In a CNN network model that processes images, the input layer is generally a four-dimensional matrix. The first dimension is the number of input images, and the other three-dimensional matrices represent one image. Note that the three-dimensional matrices represent the number of color channels, the length, and width of the image, respectively. This relationship is mathematically described in Eq. 1.

$$\mathrm{input size}(\mathrm{N},{C}_{in},\mathrm{H},\mathrm{W})$$

The convolutional layer is the core layer for building the CNN model. The convolutional layer consists of a set of filters, which can be considered as a two-dimensional numerical matrix, and usually convolution helps us to extract image features. The two-dimensional convolution formula is as follows in Eq. 2:

$$\mathrm s\left(\mathrm i,\mathrm j\right)=\left(\mathrm X\ast\mathrm W\right)\left(\mathrm i,\mathrm j\right)={\textstyle\sum_{\mathrm m=0}^{{\mathrm m}_{\mathrm r}-1}}{\textstyle\sum_{\mathrm n=0}^{{\mathrm m}_{\mathrm c}-1}}\mathrm x(\mathrm i+\mathrm m,\mathrm j+\mathrm n)\mathrm w(\mathrm m,\mathrm n)$$

where X represents the input image, W is the core filter, the number of rows and columns of X are \({m}_{r}\) and \({m}_{c}\), respectively, and the number of rows and columns of W are \({n}_{r}\) and \({n}_{c}\), respectively. And i, j satisfy the condition \(0<\mathrm{i}<{m}_{r}+{n}_{r}-1\), \(0\le \mathrm{j}<{m}_{c}+{n}_{c}-1\).

The activation layer is a nonlinear mapping of the convolutional layer output. The commonly used and well-known activation functions are Sigmoid, Tanh, and ReLU. The principle of the Sigmoid activation function is to map a real number to the interval (0, 1). The Sigmoid activation function is formulated as follows in Eq. 3.

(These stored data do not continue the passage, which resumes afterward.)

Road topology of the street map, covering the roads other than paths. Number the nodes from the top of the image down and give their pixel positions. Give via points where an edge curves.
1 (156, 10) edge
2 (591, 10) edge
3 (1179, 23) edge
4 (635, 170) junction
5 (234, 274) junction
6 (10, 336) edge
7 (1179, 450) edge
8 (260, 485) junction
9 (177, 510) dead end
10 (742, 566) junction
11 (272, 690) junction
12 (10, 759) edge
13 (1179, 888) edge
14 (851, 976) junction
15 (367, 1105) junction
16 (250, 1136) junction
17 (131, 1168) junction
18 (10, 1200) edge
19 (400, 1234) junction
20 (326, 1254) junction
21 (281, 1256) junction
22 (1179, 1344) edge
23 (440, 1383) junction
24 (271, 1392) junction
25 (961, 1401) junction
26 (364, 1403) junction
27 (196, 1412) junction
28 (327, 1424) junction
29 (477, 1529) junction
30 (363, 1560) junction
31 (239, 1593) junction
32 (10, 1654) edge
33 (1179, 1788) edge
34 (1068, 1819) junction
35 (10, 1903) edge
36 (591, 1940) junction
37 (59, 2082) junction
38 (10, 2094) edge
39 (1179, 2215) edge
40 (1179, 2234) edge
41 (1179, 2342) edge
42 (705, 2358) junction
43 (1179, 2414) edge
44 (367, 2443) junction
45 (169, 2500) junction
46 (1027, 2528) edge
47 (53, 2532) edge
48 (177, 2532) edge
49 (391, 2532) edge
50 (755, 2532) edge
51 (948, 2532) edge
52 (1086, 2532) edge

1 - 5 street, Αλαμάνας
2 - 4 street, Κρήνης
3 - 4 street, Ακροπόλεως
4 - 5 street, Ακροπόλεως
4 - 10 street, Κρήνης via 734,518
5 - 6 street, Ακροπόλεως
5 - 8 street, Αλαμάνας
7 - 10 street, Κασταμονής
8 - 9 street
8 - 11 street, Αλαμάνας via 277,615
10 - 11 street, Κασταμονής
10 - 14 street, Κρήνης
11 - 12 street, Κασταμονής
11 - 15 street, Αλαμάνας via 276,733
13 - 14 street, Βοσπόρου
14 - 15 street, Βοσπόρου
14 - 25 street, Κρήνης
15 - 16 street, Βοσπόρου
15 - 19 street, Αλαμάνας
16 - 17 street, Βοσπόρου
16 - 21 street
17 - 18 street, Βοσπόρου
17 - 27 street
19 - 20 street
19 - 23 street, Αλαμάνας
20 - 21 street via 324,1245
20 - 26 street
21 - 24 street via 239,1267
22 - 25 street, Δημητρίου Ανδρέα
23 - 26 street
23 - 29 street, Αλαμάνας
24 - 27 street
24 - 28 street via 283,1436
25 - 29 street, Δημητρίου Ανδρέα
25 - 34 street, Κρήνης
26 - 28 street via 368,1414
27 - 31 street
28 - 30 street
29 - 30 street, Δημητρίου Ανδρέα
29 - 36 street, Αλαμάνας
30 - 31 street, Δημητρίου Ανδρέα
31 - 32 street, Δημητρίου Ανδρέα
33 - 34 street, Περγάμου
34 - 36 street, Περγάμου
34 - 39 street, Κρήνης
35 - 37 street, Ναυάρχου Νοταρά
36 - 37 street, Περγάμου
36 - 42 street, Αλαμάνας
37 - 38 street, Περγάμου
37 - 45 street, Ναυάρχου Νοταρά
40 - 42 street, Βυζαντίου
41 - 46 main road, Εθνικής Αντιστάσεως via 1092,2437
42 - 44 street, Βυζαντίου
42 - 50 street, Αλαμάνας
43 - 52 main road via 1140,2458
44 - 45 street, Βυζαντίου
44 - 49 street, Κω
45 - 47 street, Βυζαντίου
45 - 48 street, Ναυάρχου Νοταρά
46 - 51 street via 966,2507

$$\mathrm{sigmod}\left(\mathrm{x}\right)=\frac{1}{1+{\mathrm{e}}^{\mathrm{x}}}\in (\mathrm{0,1})$$

The Tanh is also a very common activation function. Compared to the sigmoid, its output has a mean value of zero, making it converge faster than the sigmoid and, therefore, reducing the total number of iterations. The Tanh activation function is mathematically expressed as given in Eq. 4.

$$\mathrm{tanh}\left(\mathrm{x}\right)=\frac{1-{\mathrm{e}}^{-2\mathrm{x}}}{1+{\mathrm{e}}^{-2\mathrm{x}}}\in (-\mathrm{1,1})$$

The ReLU activation function is the most commonly used activation function in deep learning. It can effectively solve the problem of gradient disappearance. The principle of ReLU activation function is to keep the positive numbers and change the negative part to 0 [42]. The formula of ReLU activation function is as follows in Eq. 5.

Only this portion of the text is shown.